**Work instruction:** Report back each line of the data that contains the word "Pura".
(Record set begins)
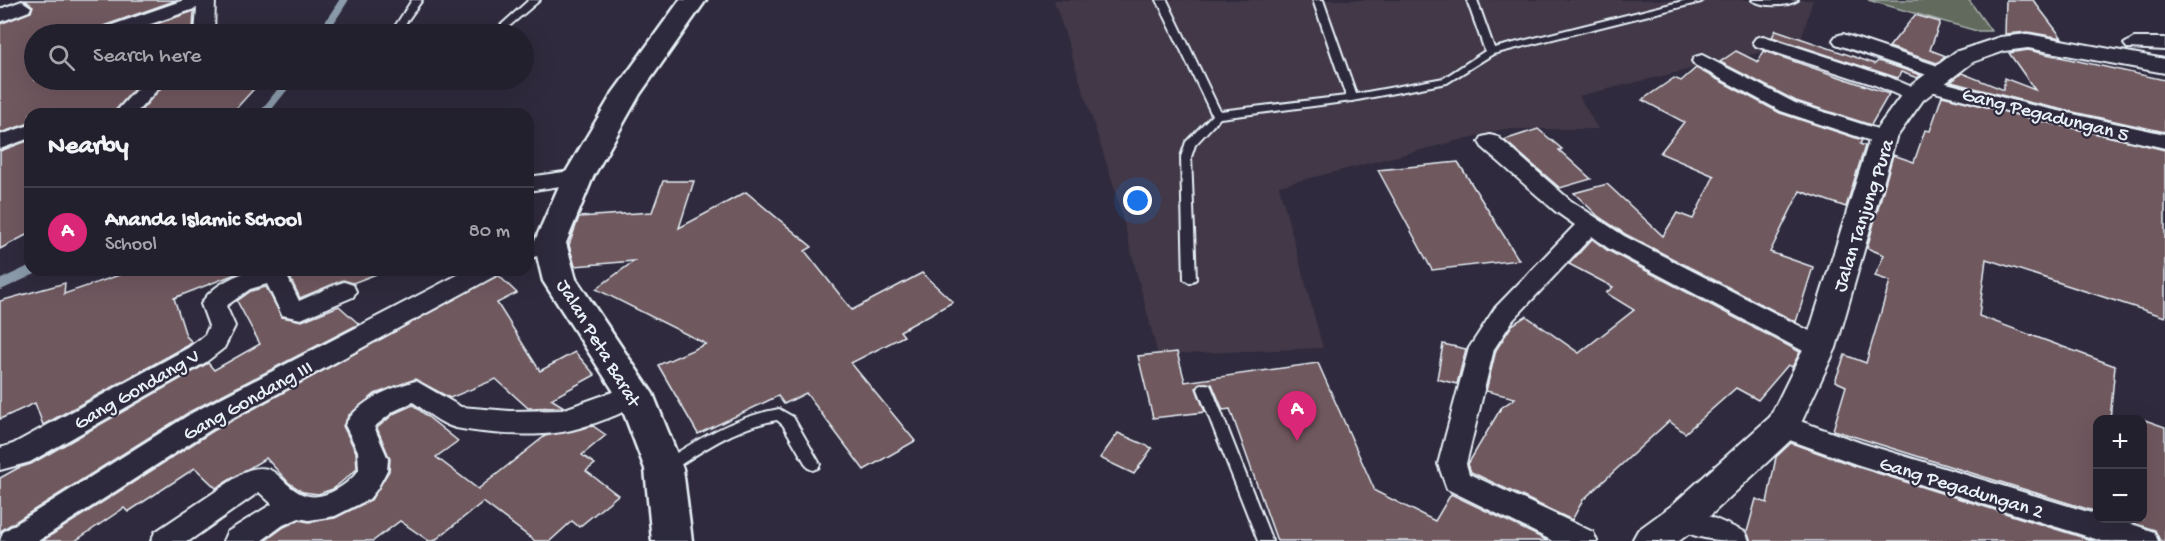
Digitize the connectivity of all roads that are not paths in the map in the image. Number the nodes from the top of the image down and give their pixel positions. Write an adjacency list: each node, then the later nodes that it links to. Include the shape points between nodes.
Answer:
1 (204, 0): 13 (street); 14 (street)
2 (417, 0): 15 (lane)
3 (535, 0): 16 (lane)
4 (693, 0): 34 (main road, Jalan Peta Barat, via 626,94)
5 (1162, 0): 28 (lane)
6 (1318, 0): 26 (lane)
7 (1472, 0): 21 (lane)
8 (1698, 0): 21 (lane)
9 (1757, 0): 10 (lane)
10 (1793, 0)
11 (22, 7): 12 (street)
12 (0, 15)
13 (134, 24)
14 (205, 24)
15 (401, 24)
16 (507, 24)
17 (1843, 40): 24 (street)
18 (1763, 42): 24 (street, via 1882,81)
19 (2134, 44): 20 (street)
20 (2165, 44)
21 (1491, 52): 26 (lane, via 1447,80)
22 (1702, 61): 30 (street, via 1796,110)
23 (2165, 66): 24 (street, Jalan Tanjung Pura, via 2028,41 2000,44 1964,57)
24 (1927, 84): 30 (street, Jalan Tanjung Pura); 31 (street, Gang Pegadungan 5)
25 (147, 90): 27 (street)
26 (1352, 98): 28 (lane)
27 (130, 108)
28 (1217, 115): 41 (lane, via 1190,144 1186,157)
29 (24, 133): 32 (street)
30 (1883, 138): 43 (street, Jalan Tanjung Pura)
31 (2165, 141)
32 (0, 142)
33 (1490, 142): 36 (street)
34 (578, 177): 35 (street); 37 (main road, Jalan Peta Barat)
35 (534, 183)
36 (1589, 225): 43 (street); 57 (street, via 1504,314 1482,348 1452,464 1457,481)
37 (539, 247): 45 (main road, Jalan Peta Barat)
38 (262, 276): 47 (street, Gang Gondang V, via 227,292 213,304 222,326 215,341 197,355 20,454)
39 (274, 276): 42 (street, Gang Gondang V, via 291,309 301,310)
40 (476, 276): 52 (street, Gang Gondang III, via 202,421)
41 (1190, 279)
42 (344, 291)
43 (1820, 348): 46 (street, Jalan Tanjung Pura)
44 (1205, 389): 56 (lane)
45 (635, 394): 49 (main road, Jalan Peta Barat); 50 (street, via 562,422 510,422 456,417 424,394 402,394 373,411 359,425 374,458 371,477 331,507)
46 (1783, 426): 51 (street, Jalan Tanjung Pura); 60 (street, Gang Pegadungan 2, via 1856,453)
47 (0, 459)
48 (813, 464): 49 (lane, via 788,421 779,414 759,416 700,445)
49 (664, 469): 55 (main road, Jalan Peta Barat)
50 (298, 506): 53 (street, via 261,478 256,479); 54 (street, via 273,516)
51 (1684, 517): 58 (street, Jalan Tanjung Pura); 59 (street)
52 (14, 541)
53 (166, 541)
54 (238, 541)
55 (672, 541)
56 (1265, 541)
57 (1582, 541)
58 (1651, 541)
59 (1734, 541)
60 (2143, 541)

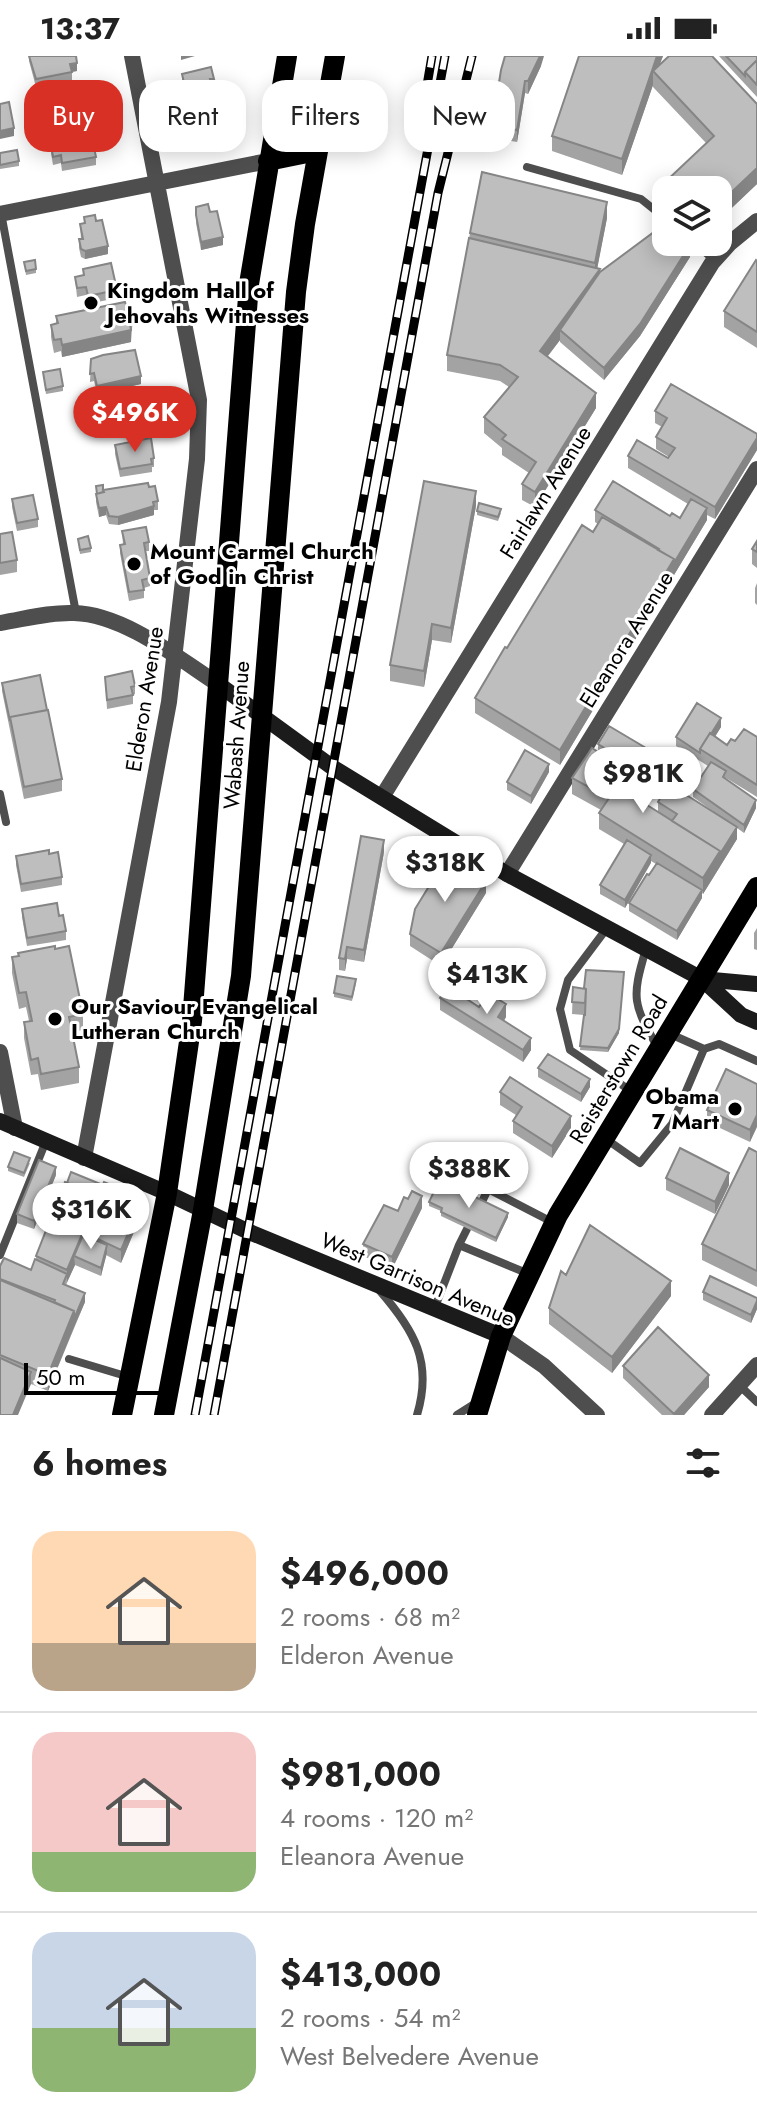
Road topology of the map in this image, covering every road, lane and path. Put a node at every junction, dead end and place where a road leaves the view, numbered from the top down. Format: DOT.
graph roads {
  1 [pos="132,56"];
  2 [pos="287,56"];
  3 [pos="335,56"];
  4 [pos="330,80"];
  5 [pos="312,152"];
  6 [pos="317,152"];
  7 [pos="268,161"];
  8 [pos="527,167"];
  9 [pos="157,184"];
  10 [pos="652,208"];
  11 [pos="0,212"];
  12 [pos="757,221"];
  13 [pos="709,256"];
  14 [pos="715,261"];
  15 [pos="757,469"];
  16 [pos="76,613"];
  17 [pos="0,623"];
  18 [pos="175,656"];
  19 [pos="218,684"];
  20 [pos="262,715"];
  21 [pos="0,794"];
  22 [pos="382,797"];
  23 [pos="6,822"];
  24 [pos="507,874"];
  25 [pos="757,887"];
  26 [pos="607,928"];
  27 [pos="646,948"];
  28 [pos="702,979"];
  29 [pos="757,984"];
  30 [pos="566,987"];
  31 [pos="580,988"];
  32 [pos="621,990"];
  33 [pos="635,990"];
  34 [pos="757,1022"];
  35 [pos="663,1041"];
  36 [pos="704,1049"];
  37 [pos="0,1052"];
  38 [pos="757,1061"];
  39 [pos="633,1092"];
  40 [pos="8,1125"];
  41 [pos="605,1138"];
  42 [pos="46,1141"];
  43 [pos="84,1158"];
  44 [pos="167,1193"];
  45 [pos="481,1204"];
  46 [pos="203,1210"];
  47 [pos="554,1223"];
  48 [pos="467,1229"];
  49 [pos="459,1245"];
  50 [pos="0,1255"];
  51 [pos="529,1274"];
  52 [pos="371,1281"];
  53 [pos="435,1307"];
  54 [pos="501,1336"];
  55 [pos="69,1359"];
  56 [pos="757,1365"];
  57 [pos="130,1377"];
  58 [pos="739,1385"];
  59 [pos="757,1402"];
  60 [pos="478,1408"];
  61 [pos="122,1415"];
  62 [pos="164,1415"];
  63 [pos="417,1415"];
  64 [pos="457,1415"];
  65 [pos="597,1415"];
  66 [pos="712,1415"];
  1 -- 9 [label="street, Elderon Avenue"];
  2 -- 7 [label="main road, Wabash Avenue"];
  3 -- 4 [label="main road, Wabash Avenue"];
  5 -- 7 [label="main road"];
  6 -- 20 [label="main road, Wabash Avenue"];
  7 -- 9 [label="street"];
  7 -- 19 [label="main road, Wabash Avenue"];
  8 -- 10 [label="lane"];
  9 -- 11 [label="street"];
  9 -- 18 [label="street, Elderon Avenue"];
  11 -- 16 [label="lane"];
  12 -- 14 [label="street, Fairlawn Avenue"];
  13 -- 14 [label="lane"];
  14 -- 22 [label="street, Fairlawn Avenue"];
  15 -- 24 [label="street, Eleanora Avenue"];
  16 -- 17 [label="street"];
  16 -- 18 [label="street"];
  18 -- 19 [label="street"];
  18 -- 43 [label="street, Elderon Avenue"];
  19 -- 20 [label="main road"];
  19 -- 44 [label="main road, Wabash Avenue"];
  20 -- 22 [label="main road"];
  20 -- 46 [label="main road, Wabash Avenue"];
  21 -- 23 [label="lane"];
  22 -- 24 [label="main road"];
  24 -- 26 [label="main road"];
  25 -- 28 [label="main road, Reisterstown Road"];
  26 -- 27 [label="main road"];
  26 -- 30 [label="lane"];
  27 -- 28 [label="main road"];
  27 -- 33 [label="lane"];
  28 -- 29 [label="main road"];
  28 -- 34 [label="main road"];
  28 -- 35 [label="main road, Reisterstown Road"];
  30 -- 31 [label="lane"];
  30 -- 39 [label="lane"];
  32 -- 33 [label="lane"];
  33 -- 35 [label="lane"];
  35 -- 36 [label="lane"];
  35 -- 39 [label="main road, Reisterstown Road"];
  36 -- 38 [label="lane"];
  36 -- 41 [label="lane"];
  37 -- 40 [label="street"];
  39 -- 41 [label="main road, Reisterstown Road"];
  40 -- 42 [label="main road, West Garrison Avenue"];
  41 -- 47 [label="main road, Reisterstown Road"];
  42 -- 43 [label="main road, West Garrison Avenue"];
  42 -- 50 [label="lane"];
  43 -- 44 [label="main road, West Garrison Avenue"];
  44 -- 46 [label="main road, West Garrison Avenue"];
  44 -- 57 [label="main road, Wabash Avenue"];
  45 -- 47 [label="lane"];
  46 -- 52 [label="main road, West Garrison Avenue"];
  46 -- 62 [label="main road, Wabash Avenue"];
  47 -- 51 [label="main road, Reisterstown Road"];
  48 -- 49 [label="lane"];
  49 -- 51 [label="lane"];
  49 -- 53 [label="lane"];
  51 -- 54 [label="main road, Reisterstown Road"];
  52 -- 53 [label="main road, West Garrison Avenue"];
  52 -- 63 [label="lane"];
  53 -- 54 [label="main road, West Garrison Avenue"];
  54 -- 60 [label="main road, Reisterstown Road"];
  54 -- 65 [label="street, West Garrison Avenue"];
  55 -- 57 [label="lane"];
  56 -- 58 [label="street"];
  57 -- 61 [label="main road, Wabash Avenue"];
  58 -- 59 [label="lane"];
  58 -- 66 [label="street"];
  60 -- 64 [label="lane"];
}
(Record set ends)
**Written answer:**
23 (2165, 66): 24 (street, Jalan Tanjung Pura, via 2028,41 2000,44 1964,57)
24 (1927, 84): 30 (street, Jalan Tanjung Pura); 31 (street, Gang Pegadungan 5)
30 (1883, 138): 43 (street, Jalan Tanjung Pura)
43 (1820, 348): 46 (street, Jalan Tanjung Pura)
46 (1783, 426): 51 (street, Jalan Tanjung Pura); 60 (street, Gang Pegadungan 2, via 1856,453)
51 (1684, 517): 58 (street, Jalan Tanjung Pura); 59 (street)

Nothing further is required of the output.